In a right of first refusal, while the object might be made determinate, the exercise of the right, however, would be dependent not only on the grantor’s eventual intention to enter into a binding juridical relation with another but also on terms, including the price, that obviously are yet to be later firmed up. Prior thereto, it can at best be so described as merely belonging to a class of preparatory juridical relations governed not by contracts (since the essential elements to establish the vinculum juris would still be indefinite and inconclusive) but by, among other laws of general application, the pertinent scattered provisions of the Civil Code on human conduct.
The proper action for violation of the right of first refysal is to file an action for damages and NOT writ of execution
The final judgment in Civil Case No. 87-41058, it must be stressed, has merely accorded a “right of first refusal” in favor of petitioners (Ang Yu et. al). The consequence of such a declaration entails no more than what has heretofore been said. In fine, if, as it is here so conveyed to us, petitioners are aggrieved by the failure of private respondents to honor the right of first refusal, the remedy is not a writ of execution on the judgment, since there is none to execute, but an action for damages in a proper forum for the purpose.
Unconditional mutual promise to buy vs. Accepted unilateral promise
An unconditional mutual promise to buy and sell, as long as the object is made determinate and the price is fixed, can be obligatory on the parties, and compliance therewith may accordingly be exacted.
An accepted unilateral promise which specifies the thing to be sold and the price to be paid, when coupled with a valuable consideration distinct and separate from the price, is what may properly be termed a perfected contract of option. This contract is legally binding, and in sales, it conforms with the second paragraph of Article 1479 of the Civil Code, viz:
Art. 1479. . . .
An accepted unilateral promise to buy or to sell a determinate thing for a price certain is binding upon the promissor if the promise is supported by a consideration distinct from the price. (1451a)
Observe, however, that the option is not the contract of sale itself. The optionee has the right, but not the obligation, to buy.
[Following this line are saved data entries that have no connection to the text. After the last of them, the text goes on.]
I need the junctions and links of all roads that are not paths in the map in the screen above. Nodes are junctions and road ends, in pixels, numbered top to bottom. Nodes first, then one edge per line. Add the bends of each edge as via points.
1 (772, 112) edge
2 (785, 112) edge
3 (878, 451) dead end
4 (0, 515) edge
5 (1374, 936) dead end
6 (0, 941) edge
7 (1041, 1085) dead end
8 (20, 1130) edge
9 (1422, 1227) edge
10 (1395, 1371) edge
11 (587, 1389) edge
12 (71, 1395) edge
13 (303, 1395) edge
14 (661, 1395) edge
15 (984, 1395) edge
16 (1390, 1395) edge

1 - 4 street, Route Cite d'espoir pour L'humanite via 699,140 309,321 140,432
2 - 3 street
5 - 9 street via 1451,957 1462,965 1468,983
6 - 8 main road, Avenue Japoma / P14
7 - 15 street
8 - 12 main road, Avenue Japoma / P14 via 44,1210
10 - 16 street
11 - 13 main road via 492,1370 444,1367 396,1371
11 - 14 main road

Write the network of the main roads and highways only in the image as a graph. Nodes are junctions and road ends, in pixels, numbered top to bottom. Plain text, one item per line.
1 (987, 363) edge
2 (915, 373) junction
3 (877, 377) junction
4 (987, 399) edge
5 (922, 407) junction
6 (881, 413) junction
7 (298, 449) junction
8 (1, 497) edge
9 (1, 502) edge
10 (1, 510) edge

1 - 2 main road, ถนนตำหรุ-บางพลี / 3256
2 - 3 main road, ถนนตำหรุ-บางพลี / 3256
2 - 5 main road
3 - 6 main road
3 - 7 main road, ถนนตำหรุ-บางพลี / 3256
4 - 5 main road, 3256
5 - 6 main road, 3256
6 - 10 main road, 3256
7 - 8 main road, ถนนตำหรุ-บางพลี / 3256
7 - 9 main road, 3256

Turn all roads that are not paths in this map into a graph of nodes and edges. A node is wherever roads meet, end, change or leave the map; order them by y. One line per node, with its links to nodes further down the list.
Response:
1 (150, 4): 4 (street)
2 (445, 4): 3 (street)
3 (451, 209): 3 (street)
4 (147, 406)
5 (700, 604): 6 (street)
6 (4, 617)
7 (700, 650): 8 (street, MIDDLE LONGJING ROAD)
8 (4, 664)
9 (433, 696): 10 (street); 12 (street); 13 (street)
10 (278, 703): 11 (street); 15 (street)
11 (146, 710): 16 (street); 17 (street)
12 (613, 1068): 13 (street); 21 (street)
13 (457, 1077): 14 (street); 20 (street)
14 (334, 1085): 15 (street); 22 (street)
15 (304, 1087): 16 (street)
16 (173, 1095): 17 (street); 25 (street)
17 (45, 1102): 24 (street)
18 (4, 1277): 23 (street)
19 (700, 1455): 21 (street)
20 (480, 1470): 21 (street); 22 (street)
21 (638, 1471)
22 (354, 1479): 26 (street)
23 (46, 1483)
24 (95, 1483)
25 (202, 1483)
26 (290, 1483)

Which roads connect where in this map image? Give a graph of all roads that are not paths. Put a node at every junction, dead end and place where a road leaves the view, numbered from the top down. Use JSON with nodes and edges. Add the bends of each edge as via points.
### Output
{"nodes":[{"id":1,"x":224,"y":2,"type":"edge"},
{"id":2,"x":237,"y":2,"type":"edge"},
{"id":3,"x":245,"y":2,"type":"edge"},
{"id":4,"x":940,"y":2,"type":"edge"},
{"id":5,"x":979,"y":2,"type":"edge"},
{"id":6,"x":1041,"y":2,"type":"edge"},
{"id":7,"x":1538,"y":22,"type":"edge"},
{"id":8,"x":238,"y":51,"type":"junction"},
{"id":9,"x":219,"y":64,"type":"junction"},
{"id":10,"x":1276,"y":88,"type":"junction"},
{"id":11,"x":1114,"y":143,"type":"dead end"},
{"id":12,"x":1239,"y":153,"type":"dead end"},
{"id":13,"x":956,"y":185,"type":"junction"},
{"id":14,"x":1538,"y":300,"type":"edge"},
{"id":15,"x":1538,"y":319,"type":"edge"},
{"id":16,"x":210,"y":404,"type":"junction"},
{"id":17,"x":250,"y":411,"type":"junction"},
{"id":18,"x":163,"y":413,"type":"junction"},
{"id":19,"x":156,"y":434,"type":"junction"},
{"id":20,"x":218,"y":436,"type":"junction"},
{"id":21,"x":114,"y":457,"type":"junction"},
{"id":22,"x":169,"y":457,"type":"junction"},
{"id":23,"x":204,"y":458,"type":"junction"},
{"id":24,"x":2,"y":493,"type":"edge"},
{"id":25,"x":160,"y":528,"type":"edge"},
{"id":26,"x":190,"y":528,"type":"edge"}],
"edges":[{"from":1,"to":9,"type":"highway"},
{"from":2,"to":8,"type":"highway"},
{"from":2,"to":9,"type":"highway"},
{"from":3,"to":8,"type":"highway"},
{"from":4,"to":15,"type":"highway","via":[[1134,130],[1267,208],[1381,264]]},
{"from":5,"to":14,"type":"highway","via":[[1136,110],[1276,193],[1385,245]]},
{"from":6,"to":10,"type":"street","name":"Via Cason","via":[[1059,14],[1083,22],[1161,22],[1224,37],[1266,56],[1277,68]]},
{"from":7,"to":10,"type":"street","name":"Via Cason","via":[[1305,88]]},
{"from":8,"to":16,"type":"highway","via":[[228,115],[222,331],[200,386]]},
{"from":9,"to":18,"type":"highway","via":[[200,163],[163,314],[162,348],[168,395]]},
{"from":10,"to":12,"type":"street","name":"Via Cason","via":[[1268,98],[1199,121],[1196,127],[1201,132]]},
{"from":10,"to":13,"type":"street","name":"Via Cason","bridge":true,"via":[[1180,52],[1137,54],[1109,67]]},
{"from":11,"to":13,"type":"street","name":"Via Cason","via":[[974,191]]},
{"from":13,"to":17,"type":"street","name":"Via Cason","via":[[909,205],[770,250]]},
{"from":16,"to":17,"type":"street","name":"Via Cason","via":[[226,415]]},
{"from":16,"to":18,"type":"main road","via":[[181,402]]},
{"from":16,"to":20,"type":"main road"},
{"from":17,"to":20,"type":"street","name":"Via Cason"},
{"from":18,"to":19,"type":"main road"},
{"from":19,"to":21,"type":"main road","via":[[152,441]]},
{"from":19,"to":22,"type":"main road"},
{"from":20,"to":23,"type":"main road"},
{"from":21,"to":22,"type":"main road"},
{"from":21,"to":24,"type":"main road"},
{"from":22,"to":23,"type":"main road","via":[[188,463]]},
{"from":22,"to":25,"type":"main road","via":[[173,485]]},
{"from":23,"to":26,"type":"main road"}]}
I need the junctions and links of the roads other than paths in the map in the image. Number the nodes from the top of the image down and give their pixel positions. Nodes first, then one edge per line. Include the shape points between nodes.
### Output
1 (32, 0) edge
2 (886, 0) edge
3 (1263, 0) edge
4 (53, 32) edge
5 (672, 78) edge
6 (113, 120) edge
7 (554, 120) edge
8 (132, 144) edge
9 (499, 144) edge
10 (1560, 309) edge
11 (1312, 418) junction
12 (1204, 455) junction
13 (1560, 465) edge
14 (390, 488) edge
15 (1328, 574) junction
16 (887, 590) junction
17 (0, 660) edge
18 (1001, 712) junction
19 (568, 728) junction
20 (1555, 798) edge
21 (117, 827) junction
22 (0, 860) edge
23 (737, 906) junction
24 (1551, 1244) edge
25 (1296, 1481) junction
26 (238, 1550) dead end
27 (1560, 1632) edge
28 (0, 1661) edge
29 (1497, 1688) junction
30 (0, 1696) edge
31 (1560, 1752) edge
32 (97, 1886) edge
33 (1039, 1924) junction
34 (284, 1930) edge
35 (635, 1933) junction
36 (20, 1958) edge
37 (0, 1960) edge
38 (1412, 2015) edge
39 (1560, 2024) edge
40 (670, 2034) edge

Once the option is exercised timely, i.e., the offer is accepted before a breach of the option, a bilateral promise to sell and to buy ensues and both parties are then reciprocally bound to comply with their respective undertakings.
Buen Realty cannot be ousted from the ownership and possession of the property
Furthermore, whether private respondent Buen Realty Development Corporation, the alleged purchaser of the property, has acted in good faith or bad faith and whether or not it should, in any case, be considered bound to respect the registration of the lis pendens in Civil Case No. 87-41058 are matters that must be independently addressed in appropriate proceedings. Buen Realty, not having been impleaded in Civil Case No. 87-41058, cannot be held subject to the writ of execution issued by respondent Judge, let alone ousted from the ownership and possession of the property, without first being duly afforded its day in court.